Dataset excerpts
━━━

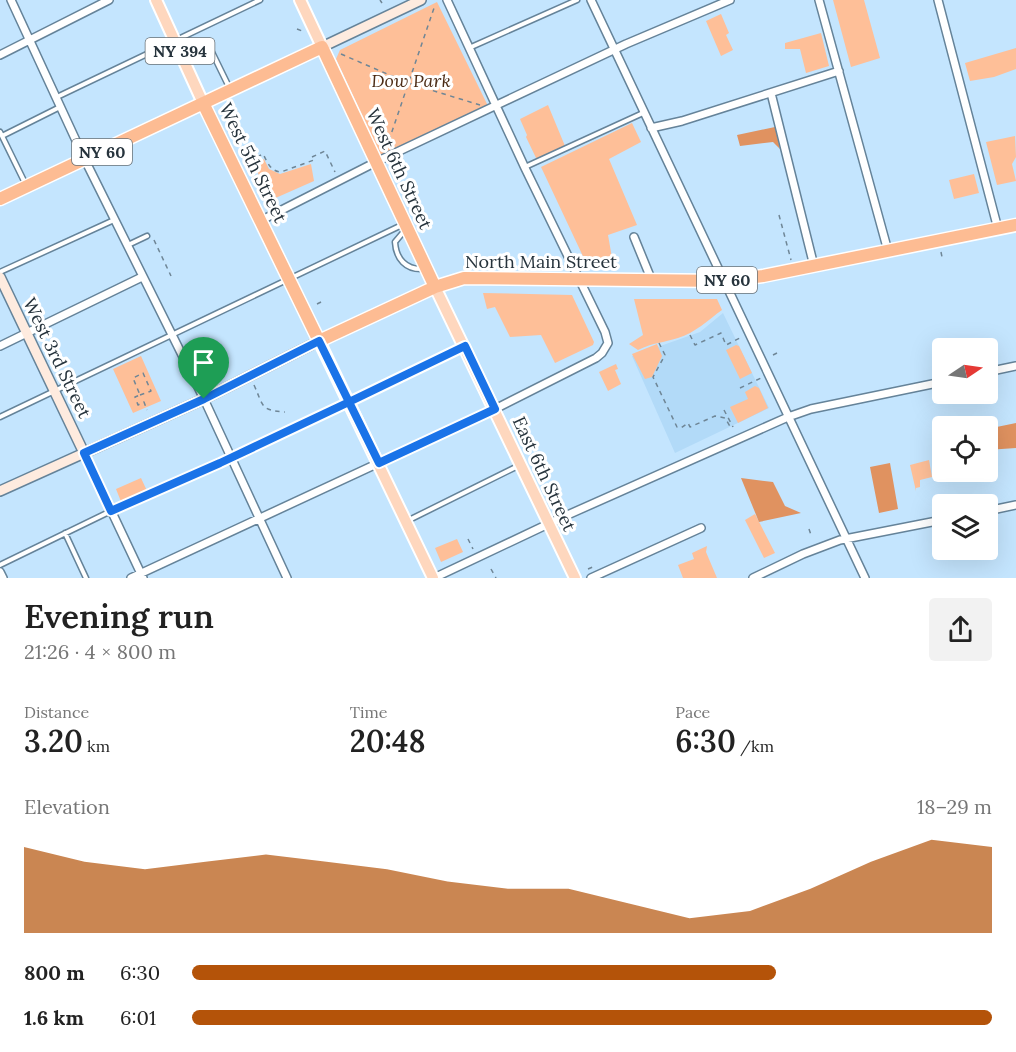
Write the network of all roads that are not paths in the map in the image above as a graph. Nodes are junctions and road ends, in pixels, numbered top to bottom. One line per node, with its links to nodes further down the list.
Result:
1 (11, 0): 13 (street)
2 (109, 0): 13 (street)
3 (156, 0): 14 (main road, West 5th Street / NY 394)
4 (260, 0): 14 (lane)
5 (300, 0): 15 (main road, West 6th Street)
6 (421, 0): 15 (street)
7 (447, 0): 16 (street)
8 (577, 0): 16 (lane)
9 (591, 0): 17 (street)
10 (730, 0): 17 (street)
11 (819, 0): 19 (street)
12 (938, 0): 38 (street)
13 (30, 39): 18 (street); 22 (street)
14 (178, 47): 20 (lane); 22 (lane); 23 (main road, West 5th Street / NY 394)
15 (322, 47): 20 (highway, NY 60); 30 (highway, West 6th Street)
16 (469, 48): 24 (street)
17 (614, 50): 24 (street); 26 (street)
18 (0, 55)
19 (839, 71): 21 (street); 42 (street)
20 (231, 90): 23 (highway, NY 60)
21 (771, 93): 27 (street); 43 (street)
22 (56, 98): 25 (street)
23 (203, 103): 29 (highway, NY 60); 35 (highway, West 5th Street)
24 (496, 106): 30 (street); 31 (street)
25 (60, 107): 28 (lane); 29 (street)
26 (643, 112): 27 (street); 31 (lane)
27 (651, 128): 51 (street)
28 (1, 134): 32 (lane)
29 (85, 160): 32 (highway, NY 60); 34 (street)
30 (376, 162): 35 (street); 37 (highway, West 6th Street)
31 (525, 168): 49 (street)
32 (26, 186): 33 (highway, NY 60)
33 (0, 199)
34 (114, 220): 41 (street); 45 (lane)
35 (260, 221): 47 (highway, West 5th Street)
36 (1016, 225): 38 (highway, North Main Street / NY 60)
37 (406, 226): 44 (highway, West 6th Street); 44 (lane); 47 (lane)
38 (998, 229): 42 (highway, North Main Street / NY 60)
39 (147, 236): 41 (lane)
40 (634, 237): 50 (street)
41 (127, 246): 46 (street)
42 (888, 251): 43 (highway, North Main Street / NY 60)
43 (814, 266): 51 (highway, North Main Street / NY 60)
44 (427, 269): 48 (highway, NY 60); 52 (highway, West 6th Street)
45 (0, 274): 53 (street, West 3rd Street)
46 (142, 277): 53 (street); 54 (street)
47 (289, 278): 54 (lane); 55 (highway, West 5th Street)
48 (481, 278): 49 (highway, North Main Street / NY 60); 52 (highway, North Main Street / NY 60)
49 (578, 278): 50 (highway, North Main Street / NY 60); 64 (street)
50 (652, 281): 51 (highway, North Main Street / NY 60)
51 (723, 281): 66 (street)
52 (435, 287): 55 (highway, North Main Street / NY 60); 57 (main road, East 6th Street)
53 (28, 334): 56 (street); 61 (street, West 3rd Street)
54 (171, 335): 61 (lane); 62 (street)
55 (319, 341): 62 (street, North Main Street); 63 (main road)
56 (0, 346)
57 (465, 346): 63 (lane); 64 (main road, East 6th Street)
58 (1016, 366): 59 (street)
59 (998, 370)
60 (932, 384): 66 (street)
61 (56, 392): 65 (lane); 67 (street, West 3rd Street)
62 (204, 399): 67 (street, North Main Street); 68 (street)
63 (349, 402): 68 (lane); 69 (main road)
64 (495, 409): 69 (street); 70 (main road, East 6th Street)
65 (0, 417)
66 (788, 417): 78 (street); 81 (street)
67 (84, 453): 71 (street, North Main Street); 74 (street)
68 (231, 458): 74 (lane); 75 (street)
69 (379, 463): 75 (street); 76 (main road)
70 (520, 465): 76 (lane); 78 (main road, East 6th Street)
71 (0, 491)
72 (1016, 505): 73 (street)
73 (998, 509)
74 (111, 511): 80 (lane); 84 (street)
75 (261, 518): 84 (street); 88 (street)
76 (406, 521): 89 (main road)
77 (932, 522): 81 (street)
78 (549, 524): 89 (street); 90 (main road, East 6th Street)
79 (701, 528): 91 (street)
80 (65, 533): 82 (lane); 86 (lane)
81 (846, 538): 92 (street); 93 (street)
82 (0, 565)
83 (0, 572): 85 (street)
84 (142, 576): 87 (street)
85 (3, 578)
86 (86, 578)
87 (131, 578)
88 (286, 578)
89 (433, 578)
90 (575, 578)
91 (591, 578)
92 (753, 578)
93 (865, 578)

━━━

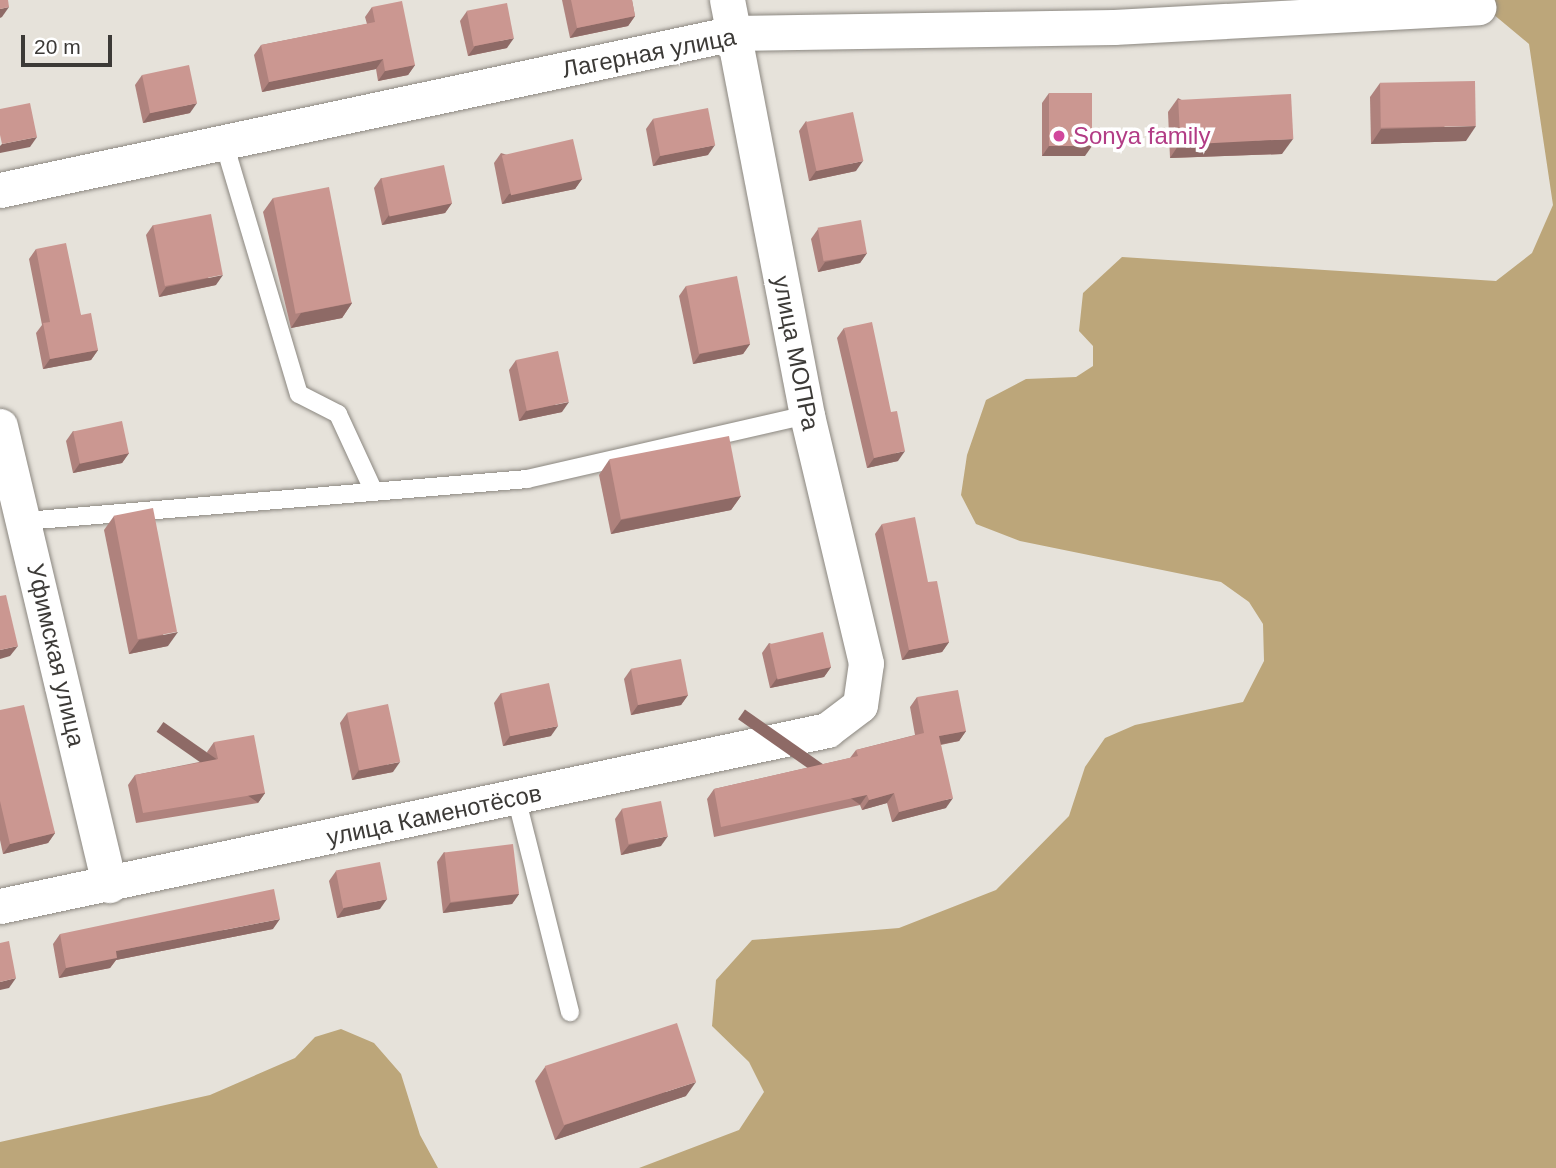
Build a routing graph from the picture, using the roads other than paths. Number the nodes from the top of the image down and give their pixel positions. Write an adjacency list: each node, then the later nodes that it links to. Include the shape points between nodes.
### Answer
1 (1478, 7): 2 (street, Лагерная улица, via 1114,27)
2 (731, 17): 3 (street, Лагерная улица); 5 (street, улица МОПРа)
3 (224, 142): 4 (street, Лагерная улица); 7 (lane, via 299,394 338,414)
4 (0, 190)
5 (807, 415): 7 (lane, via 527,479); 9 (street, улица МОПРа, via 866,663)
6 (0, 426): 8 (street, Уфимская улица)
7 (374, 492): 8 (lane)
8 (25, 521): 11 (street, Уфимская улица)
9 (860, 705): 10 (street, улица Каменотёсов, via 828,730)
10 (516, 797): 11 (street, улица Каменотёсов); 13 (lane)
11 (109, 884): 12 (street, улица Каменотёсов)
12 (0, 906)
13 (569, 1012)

━━━

§ ABOUT THIS TASK: Return every line in the records that includes the string "node".

§ COMPLETED TASK:
Write the network of all roads that are not paths in the map in the image above as a graph. Nodes are junctions and road ends, in pixels, numbered top to bottom. One line per node, with its links to nodes further down the list.
Build a routing graph from the picture, using the roads other than paths. Number the nodes from the top of the image down and give their pixel positions. Write an adjacency list: each node, then the later nodes that it links to. Include the shape points between nodes.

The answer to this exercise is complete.